The researchers are Karen Xie, associate professor of service analytics and Betty and Fritz Knoebel Fellow at the University of Denver’s Daniels College of Business; Wei Chen, assistant professor of management information systems at the University of Arizona’s Eller College of Management; and Yong Liu, professor and marketing department head at the University of Arizona’s Eller College of Management.

MSI asked Xie some questions about the study. Her responses appear below:

MSI: What are the key takeaways from this study for marketers and managers?

Karen Xie: When facing entries by disruptive innovation, one of the marketing strategies advocated in this study is to deep dive into the ubiquitously available customer reviews and interact with consumers through management responses to obtain inspirations on sustaining competitive advantage. In this study, learning from reviews using management responses to adjust quality provision has been shown to be effective in defending incumbents from home-sharing’s entry. Operationally, marketers and managers can resort to machine learning, with algorithms proven precise and valuable by this study, to automate efficient extrapolation of content features in consumer reviews towards targeted management responses.

MSI: You make it clear that simply responding to online reviews isn’t sufficient; managers need to use the information found in the reviews to make real improvements in service. What is the best way for them to go about that?

Xie: When discussing incumbents’ strategy to react to disruptors, this study focuses on a setting of hotels (incumbents) vs. home-sharing (disruptors). Specific to hotel incumbents, home-sharing disruptors’ challenge arises in areas of cleanliness, check-in/out process, room condition, and excursion opportunity, which are informed by machine learning of the consumer reviews. That is, these four areas are the top four topics that speak to the quality gaps between hotels and home-sharing. By responding to reviews associated in these four areas, hotel incumbents can quickly address the service gap between them and the home-sharing disruptors.

MSI: Your research found a distinction in the response of lower-priced hotels and higher-priced hotels. How did they respond, and what accounts for that difference?

Xie: Although the average responses remain stable, the study shows a sharp divergence between higher-priced hotels and lower-priced hotels in their response activities. Specifically, management responses to reviews surge by 2.7% at higher-priced hotels while plummeting by 3.2% at lower-priced hotels. This heterogeneity appears to show the distinct reactions between hotel price segments. While higher-priced hotels lean in to fight home-sharing disruptors by more actively engaging in responding to consumers reviews, the lower-priced ones tend to retreat by becoming less focused on management responses.

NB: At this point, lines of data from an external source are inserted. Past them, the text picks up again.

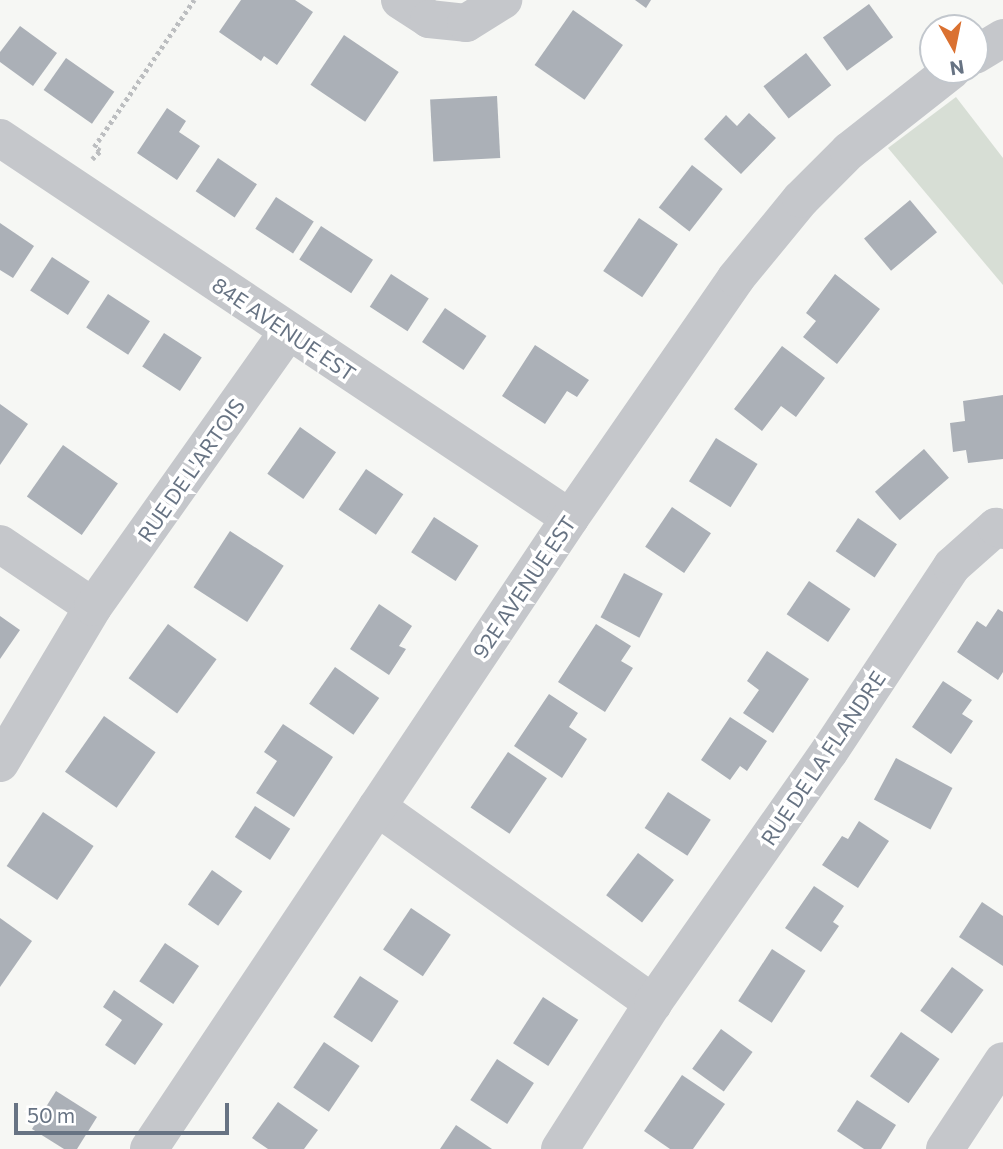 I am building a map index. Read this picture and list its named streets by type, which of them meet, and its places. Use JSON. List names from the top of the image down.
{
  "streets": {
    "street": [
      "84E AVENUE EST",
      "RUE DE L'ARTOIS",
      "92E AVENUE EST",
      "RUE DE LA FLANDRE"
    ]
  },
  "crossings": [
    ["84E AVENUE EST", "RUE DE L'ARTOIS"],
    ["84E AVENUE EST", "92E AVENUE EST"]
  ],
  "scale_bar": "50 m",
  "north": "bottom"
} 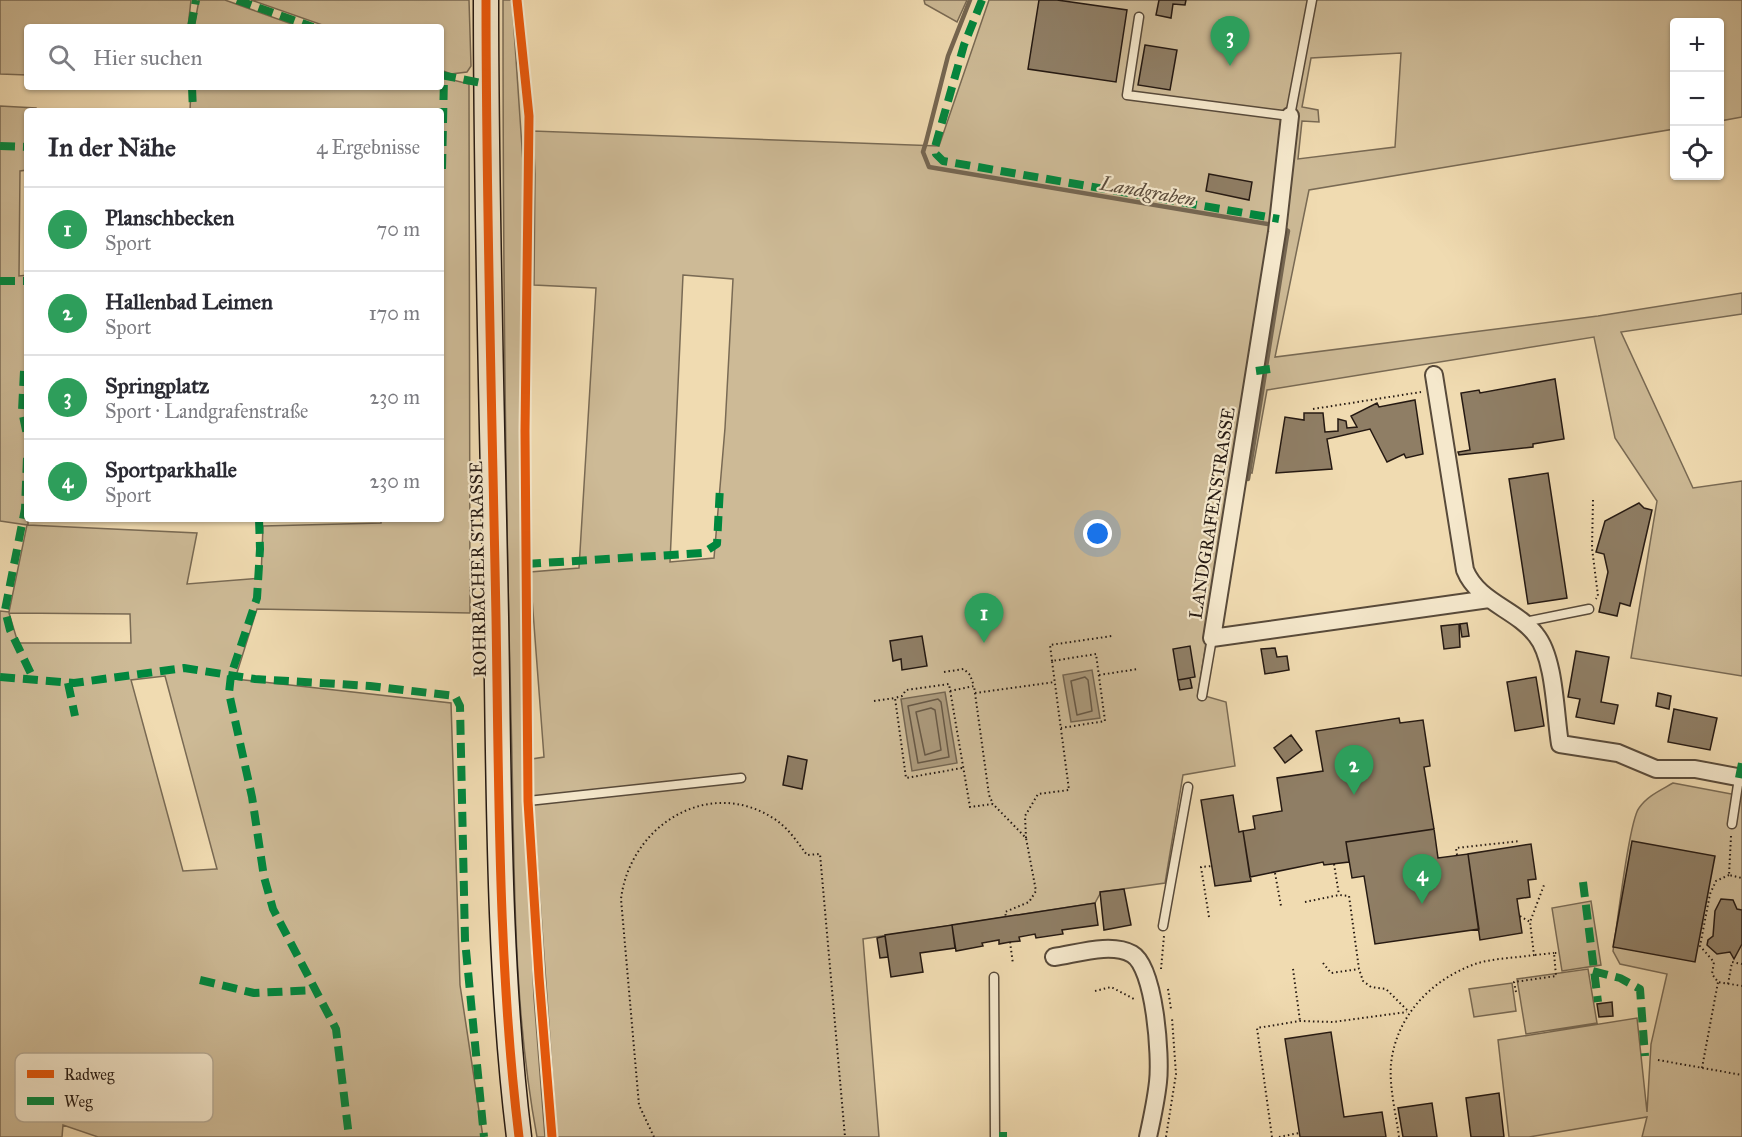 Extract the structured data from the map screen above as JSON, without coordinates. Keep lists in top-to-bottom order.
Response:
{
  "streets": {
    "main road": ["ROHRBACHER STRASSE"],
    "street": ["LANDGRAFENSTRASSE"]
  },
  "water": ["Landgraben"],
  "legend": ["Radweg", "Weg"],
  "page": {
    "pins": [
      "3",
      "1",
      "2",
      "4"
    ],
    "map_buttons": ["+", "−"],
    "search": "Hier suchen",
    "heading": ["In der Nähe", "4 Ergebnisse"],
    "list": [
      {
        "mark": "1",
        "name": "Planschbecken",
        "note": "Sport",
        "value": "70 m"
      },
      {
        "mark": "2",
        "name": "Hallenbad Leimen",
        "note": "Sport",
        "value": "170 m"
      },
      {
        "mark": "3",
        "name": "Springplatz",
        "note": "Sport · Landgrafenstraße",
        "value": "230 m"
      },
      {
        "mark": "4",
        "name": "Sportparkhalle",
        "note": "Sport",
        "value": "230 m"
      }
    ]
  }
}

The study explores two possible explanations behind such a discrepancy. First, the lower-priced hotels, when facing home-sharing disruptors, tend to compete on price by offering a lower price than the disruptor, while paying less attention to listening to consumers by responding to their reviews and improving quality. In contrast, higher-priced hotels tend to actively respond to consumer reviews for the opportunities to reposition themselves in the higher-quality end of the lodging market as a response strategy.

Second, the lower-priced hotels, although they may attempt to respond to consumer reviews and play the quality-improvement strategy to cope with the disruptor, they lack the resources because of reduced revenues from the disruption.

MSI: This study focuses on disruption to hotels posed by home-sharing platforms. Can the findings be generalized to other industries?

Xie: While we do not have data evidence from other industries as our context is limited to the service products of hotels and home-sharing properties, we can comfortably anticipate the study’s findings can be generalized to other industries. An often-used — although not recommended — strategy of incumbents in any industry (including retail clothing shops, for example) is to offer a lower price than the disruptors to win back the consumers. When you cut your price, you will immediately decrease your reputation as a business with high-quality products and services.

This means that your customers will think that you have lowered your prices because of the low quality that they will get from you. Another possible thinking of your long-term customers can be that you have charged them too much in the past…. Because of that, there is a significant possibility that when you are lowering prices, you will lose some of your current customers. Finally, your disruptors may also lower their prices. Because of that, you cannot expect many new customers because the price [comparison] will still be the same.

This study suggests otherwise. It is important that incumbents focus on quality competition rather than engaging in a price war with the disruptors. Actively sourcing feedback and recommendations from consumers, making consumer reviews a go-to place for quality improvement inspirations, and actively responding to these reviews and making notes of the quality improvement strategies are the recommended practice from this paper to incumbents in the industry.

MSI: What’s next for this line of research?

Xie: This paper focuses on automating the content feature from consumer reviews for marketers and managers. A next line of research would be to propose similar automation for management responses, using advanced machine-learning algorithms to help markets provide automated responses to valuable suggestions in the consumer reviews and efficiently learn from consumers the strategy to sustain the competition with disruptors. This automation process is nonstop, real-time updated with incoming consumer reviews, and takes the close manual monitoring off the shoulders of marketers and managers. AI and machine learning in general offer a lot of possibilities to the future of marketing and management. We hope our next line of research will achieve this goal of management response automation.